L21, P1: missing space in "time(Hapuarachchi et al., 2011)"; missing full stop after the citation.
L23-L24, P2: "Moreover, The likelihood" should be lower case "the"; missing full stop after "(Tom et al., 2022)".
L31, P2: missing full stop after "(Ferreira et al., 2022)".
L34, P2: missing space in "et al., 2023).The".
L40-L41, P2: missing space in "infrastructure(Koks et al., 2022)".
L44, P2: "nearly 253 fatalities" - either "253 fatalities" or "nearly 250".
L48-L49, P2: missing space in "Services(Luxembourg Institute...".
L119-L121, P6: Figures 4 (WRF flow chart) and 5 (physics interaction schematic) are generic and add nothing specific to this study. I recommend removing both or moving them to a supplement. Figure 7 (pre-processing flow chart) is more defensible but could also be simplified.
L121, P6: "shown in Table 4 and Table 3" cites the tables out of order; also Table 3 and Table 4 appear before they are relevant. Renumber so that tables appear in citation order.
L140, P10, Eq. (1): the 3D-Var cost function conventionally carries a factor 1/2 on both terms. As written, J(x) is twice the standard cost function. Please correct or state the convention. Also, the observation error covariance is conventionally denoted R, not O; O is easily confused with the null matrix. Please use R throughout and define all symbols in a consistent notation block.
L205-L208, P12: the observation counts are given as totals with a note about temporal variability. Please instead give the mean number of observations assimilated per cycle for each type, plus the number passing QC, ideally as a time series or a table.
L221-L222, P12/P14: "Individual epochs whose reported uncertainty was anomalously large were discarded" - specify the threshold.
L205-L208, P12: the observation counts are given as totals with a note about temporal variability. Please instead give the mean number of observations assimilated per cycle for each type, plus the number passing QC, ideally as a time series or a table.
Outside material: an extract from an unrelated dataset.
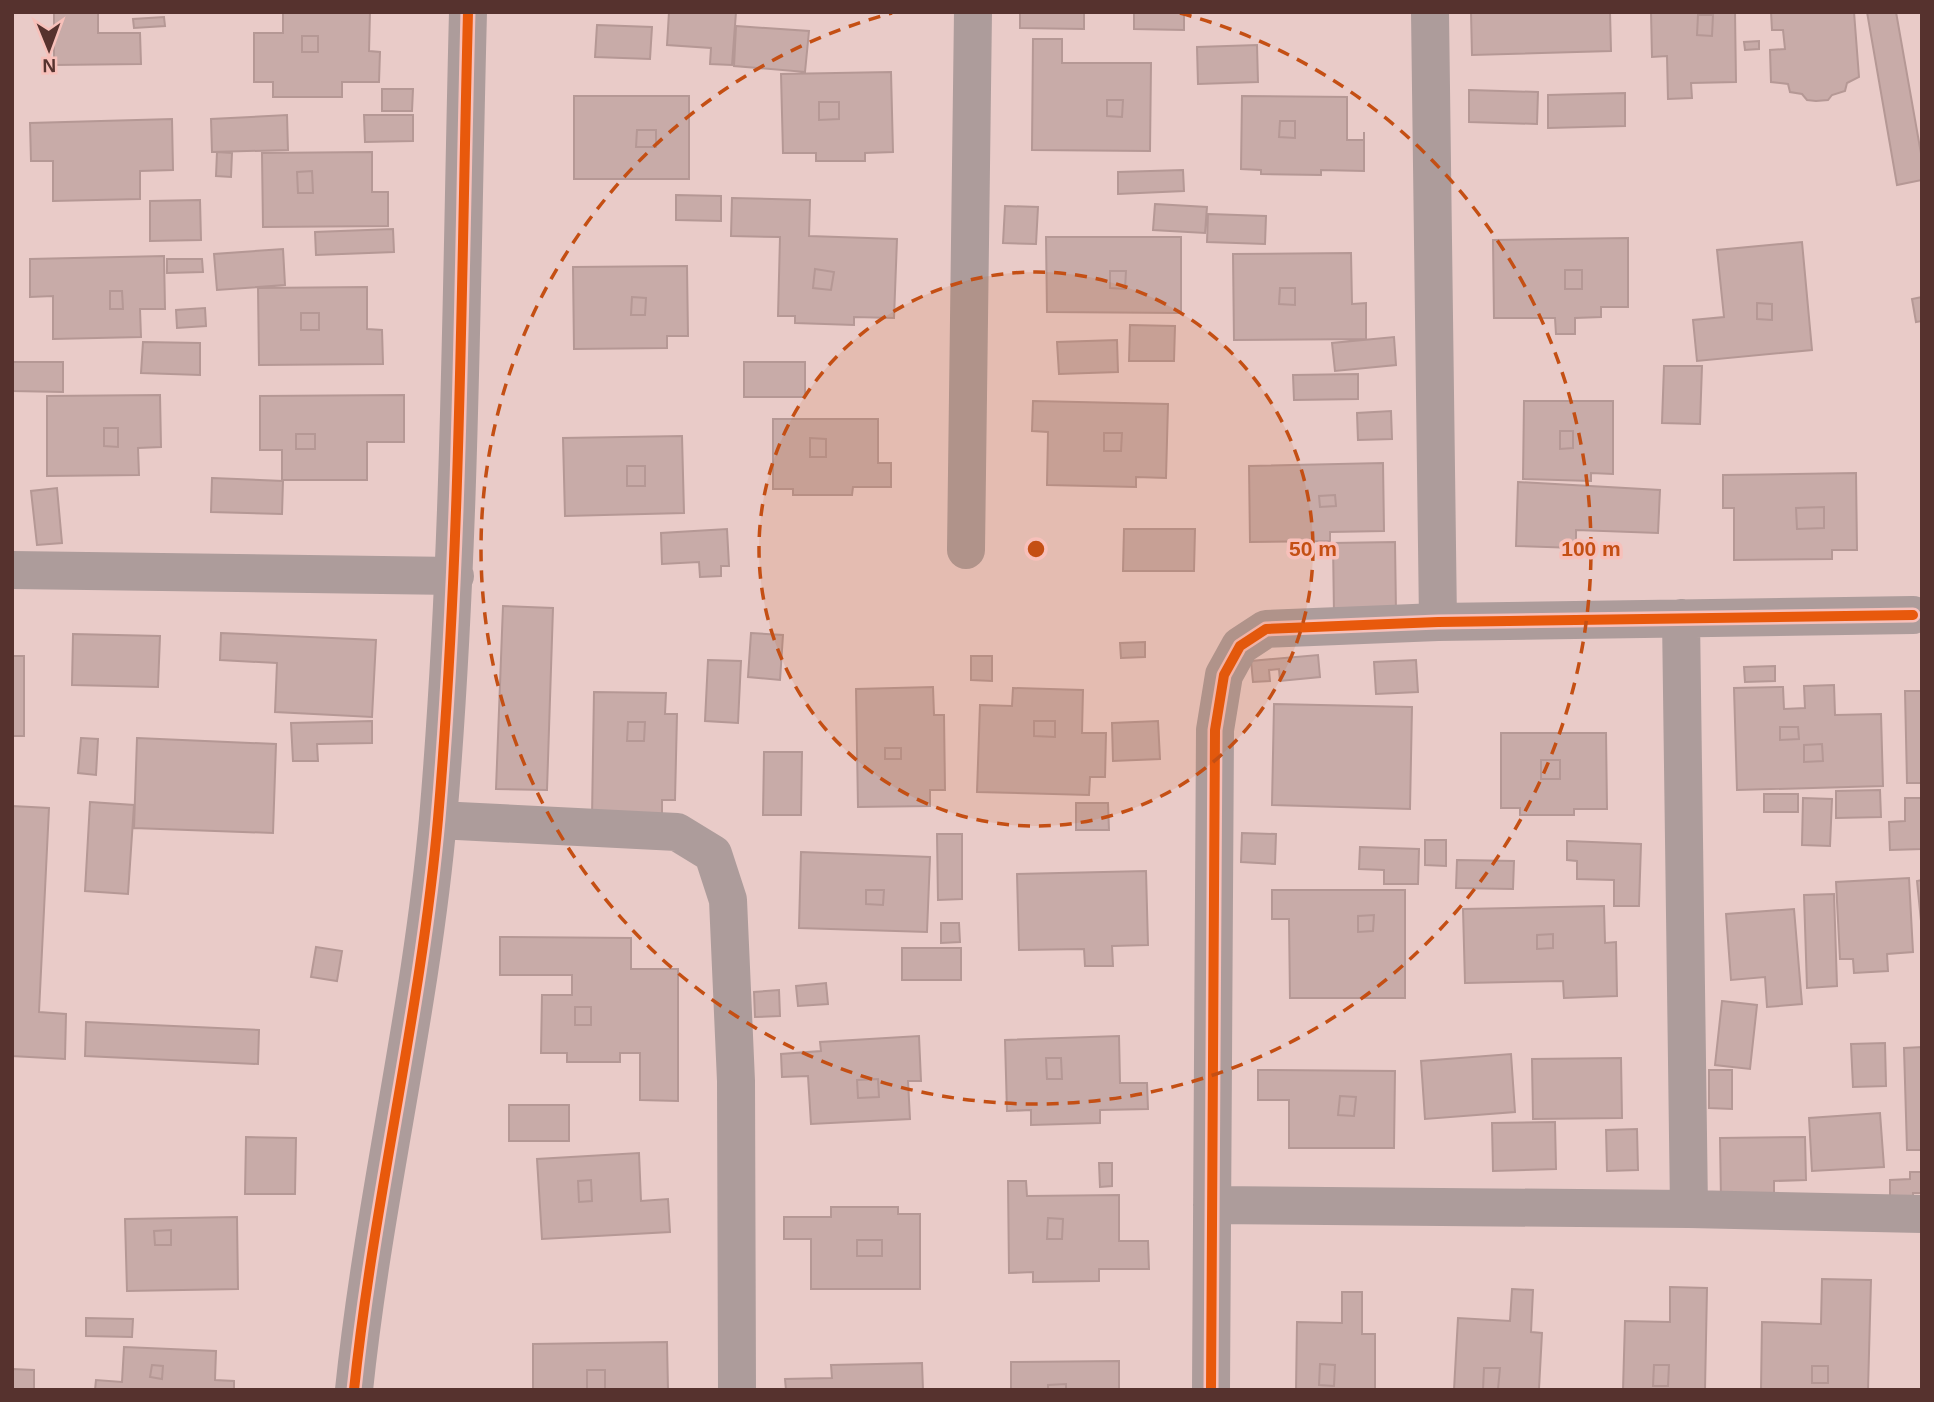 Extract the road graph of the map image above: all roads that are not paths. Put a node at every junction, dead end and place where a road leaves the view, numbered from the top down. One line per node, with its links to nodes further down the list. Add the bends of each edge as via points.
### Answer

L221-L222, P12/P14: "Individual epochs whose reported uncertainty was anomalously large were discarded" - specify the threshold.
L321-L325, P24: the temperature paragraph omits that CONV+ZTD degrades RMSE (2.50 versus 2.41 K, Fig. 14). Negative results should be reported in the text, not only in the figure.
L356-L361, P25: the outlook is sensible. Consider adding assimilation of GNSS slant delays or tomography, hourly cycling, and soil moisture initialisation, given that the temperature bias result points to a surface-layer pathway.
Table 1 and Table 2 are never cited in the text and appear in reverse order. Cite them or remove them; if they are retained, they should be cited in the event-description paragraph around L46-L57 (P2).
Table 2 (P3) reports a 13-year return period for the 2021 annual value of 134.2 mm and ">>100 years" for the summer value, while the text at L51-L53 (P2) quotes 92 years (summer) and 43 years (year) for the daily value and "over 100 years" for the 7-day value. The tables and the text discuss different accumulation periods and are easy to confuse. Please clarify in both captions and text.
Figure 2 (P4) is never cited in the text.
Figure 3 (P8): the caption states that plus signs mark stations plotted "in Figures 9, 8, and 10" - reorder. Also, the figure should distinguish assimilated stations from validation stations, ideally with different symbols.